[MATERIAL SHOWN]

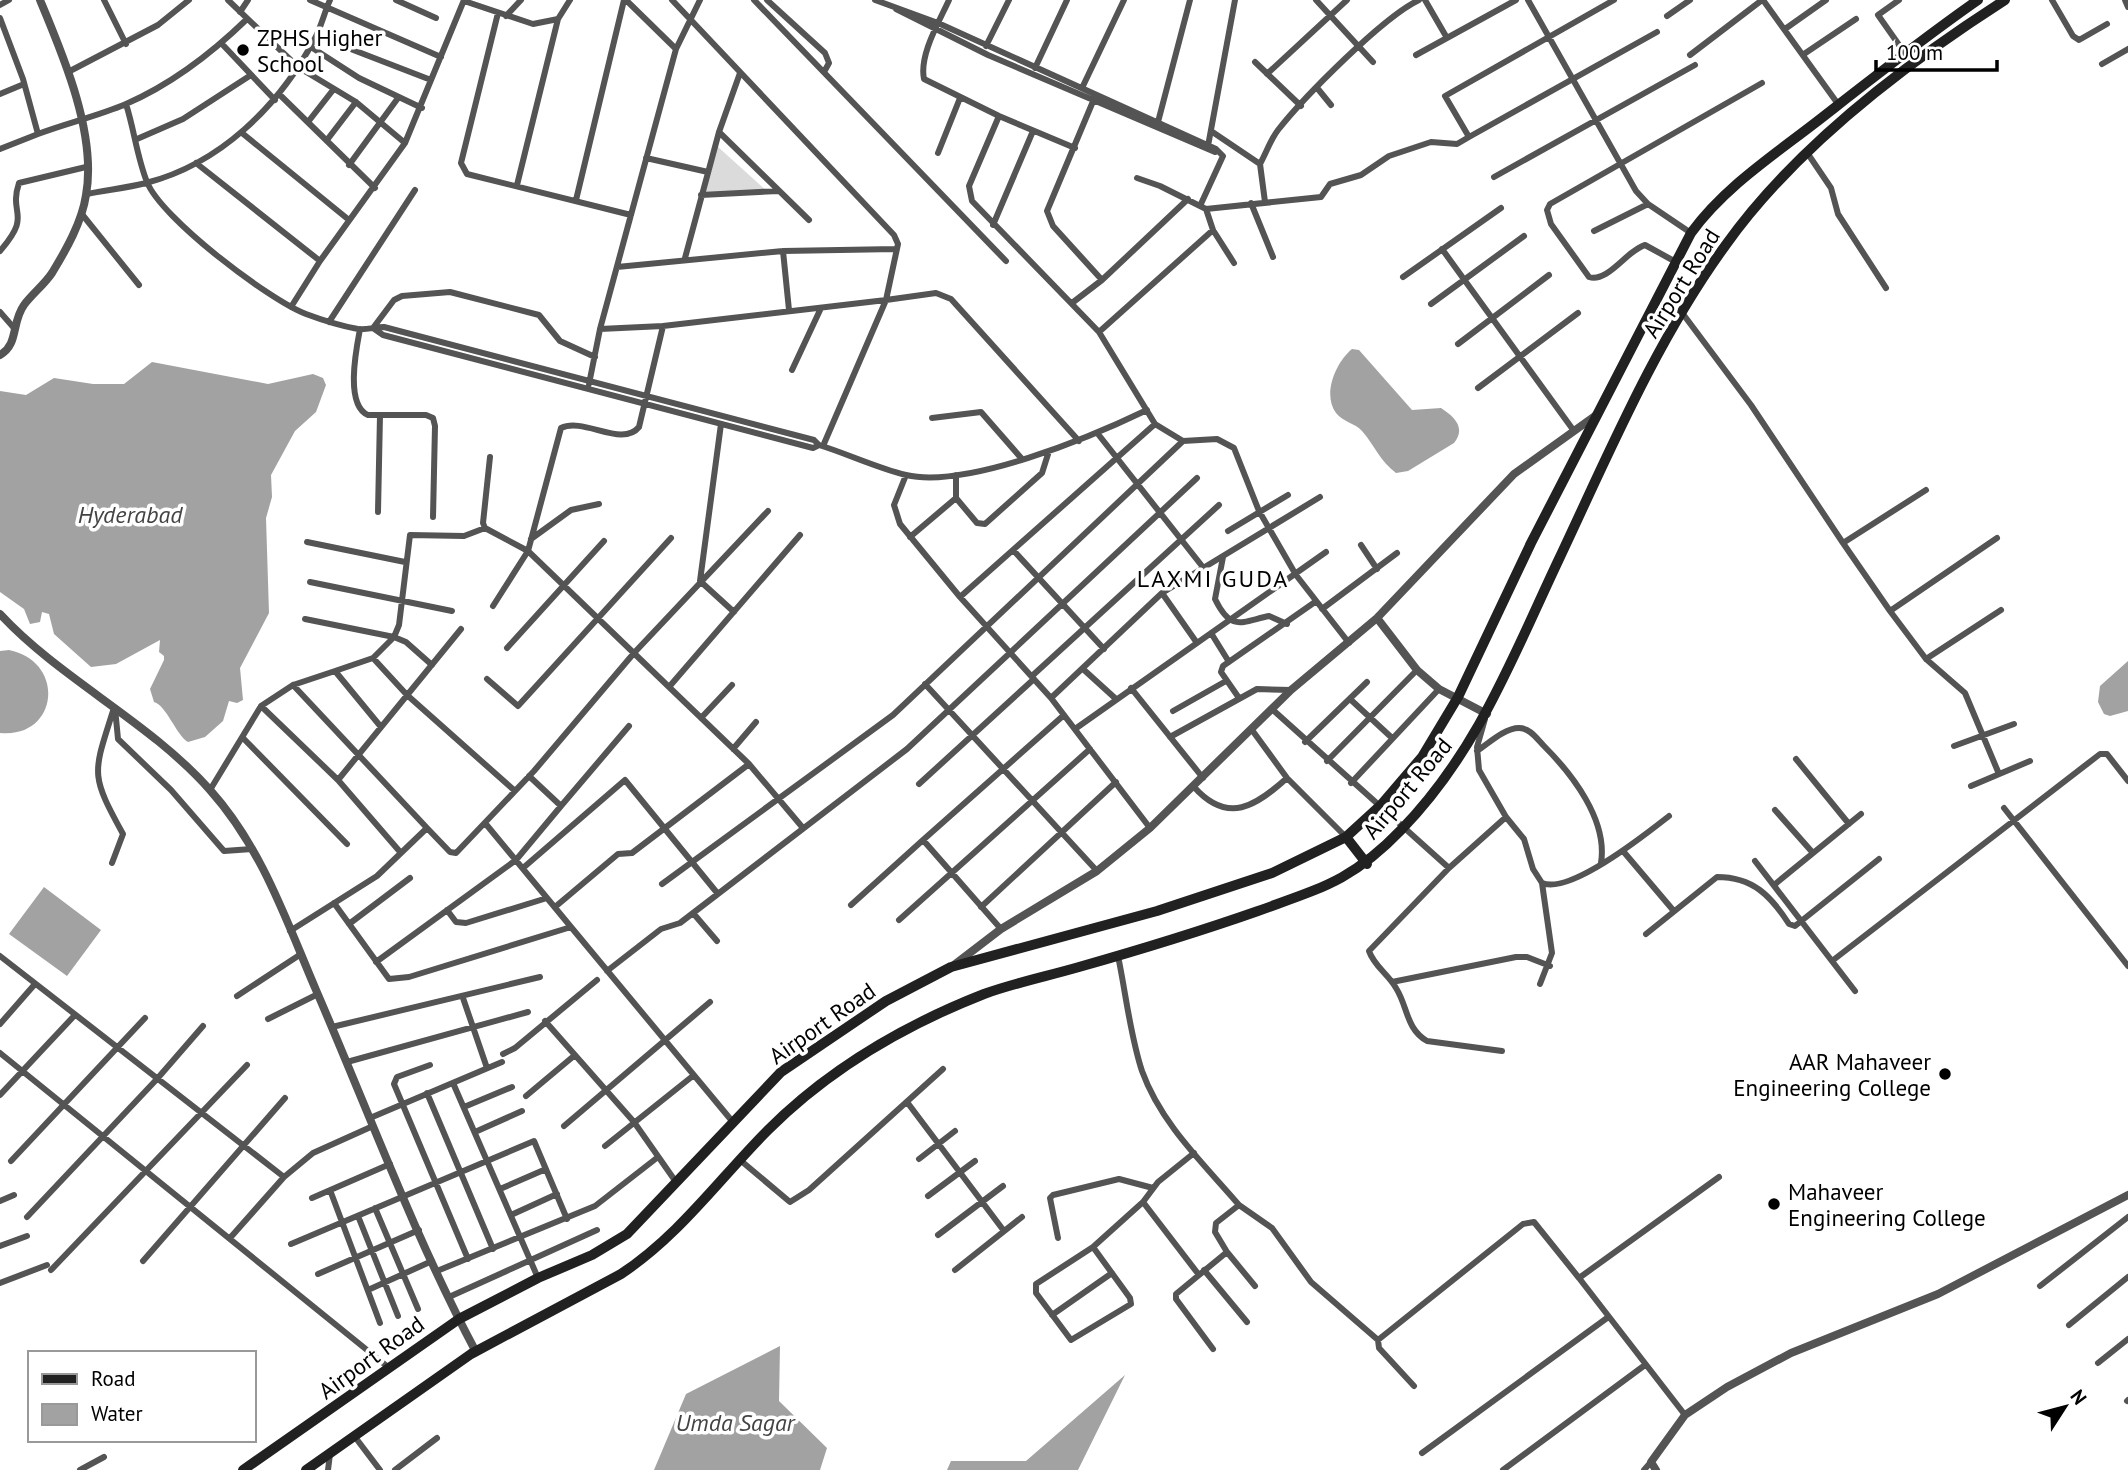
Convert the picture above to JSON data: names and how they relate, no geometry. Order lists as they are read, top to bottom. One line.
{"streets":{"main road":["Airport Road"]},"districts":["LAXMI GUDA"],"water":["Hyderabad","Umda Sagar"],"places":["ZPHS Higher School","AAR Mahaveer Engineering College","Mahaveer Engineering College"],"legend":["Road","Water"],"scale_bar":"100 m","north":"top right"}
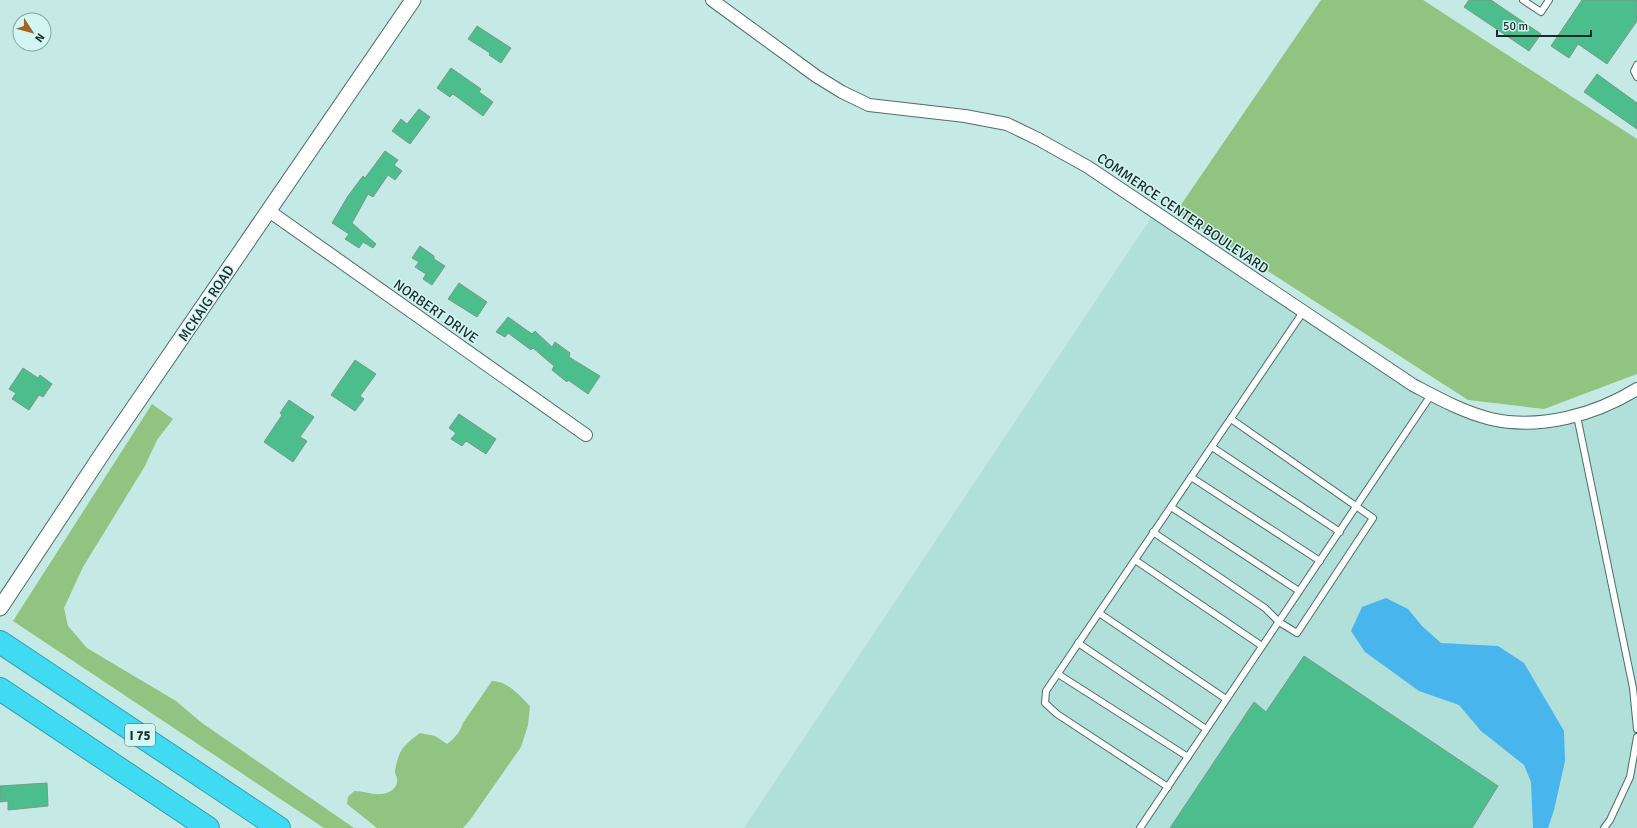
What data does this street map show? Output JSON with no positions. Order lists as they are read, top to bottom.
{
  "streets": {
    "highway": ["I 75"],
    "street": ["COMMERCE CENTER BOULEVARD", "MCKAIG ROAD", "NORBERT DRIVE"]
  },
  "crossings": [
    ["MCKAIG ROAD", "NORBERT DRIVE"]
  ],
  "scale_bar": "50 m",
  "north": "bottom right"
}
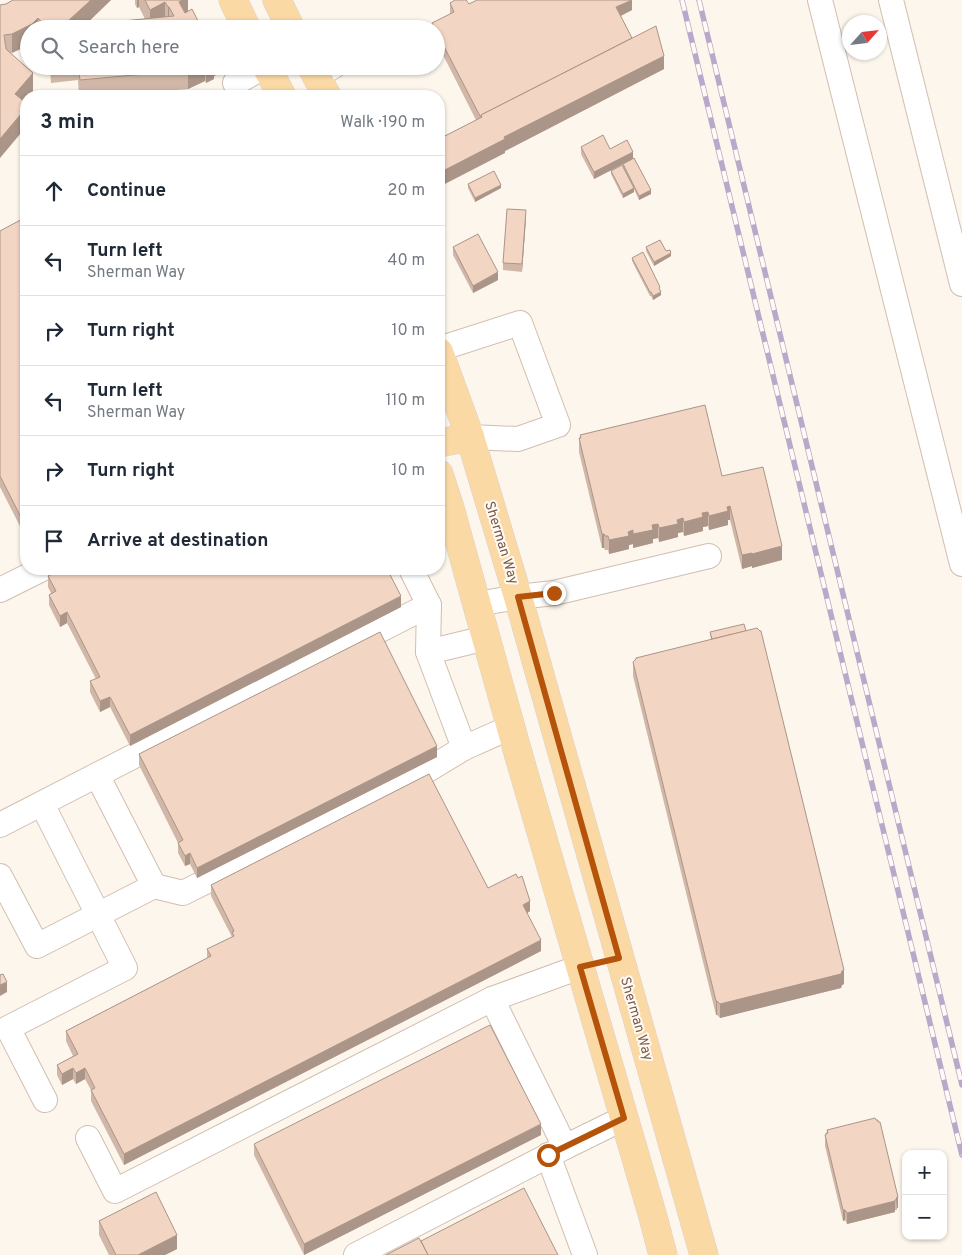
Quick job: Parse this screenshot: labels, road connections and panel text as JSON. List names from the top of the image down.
{
  "streets": {
    "main road": ["Sherman Way"]
  },
  "north": "top right",
  "page": {
    "search": "Search here",
    "heading": ["3 min", "Walk · 190 m"],
    "list": [
      ["Continue", "20 m"],
      ["Turn left", "Sherman Way", "40 m"],
      ["Turn right", "10 m"],
      ["Turn left", "Sherman Way", "110 m"],
      ["Turn right", "10 m"],
      "Arrive at destination"
    ],
    "map_buttons": ["+", "−"]
  }
}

[/MATERIAL SHOWN]

REQUIRED WORK: Write out the data above exactly as it appears, but without any image.

RESULT OF THIS EXERCISE:
Convert the picture above to JSON data: names and how they relate, no geometry. Order lists as they are read, top to bottom. One line.
{"streets":{"main road":["Airport Road"]},"districts":["LAXMI GUDA"],"water":["Hyderabad","Umda Sagar"],"places":["ZPHS Higher School","AAR Mahaveer Engineering College","Mahaveer Engineering College"],"legend":["Road","Water"],"scale_bar":"100 m","north":"top right"}
What data does this street map show? Output JSON with no positions. Order lists as they are read, top to bottom.
{
  "streets": {
    "highway": ["I 75"],
    "street": ["COMMERCE CENTER BOULEVARD", "MCKAIG ROAD", "NORBERT DRIVE"]
  },
  "crossings": [
    ["MCKAIG ROAD", "NORBERT DRIVE"]
  ],
  "scale_bar": "50 m",
  "north": "bottom right"
}
Quick job: Parse this screenshot: labels, road connections and panel text as JSON. List names from the top of the image down.
{
  "streets": {
    "main road": ["Sherman Way"]
  },
  "north": "top right",
  "page": {
    "search": "Search here",
    "heading": ["3 min", "Walk · 190 m"],
    "list": [
      ["Continue", "20 m"],
      ["Turn left", "Sherman Way", "40 m"],
      ["Turn right", "10 m"],
      ["Turn left", "Sherman Way", "110 m"],
      ["Turn right", "10 m"],
      "Arrive at destination"
    ],
    "map_buttons": ["+", "−"]
  }
}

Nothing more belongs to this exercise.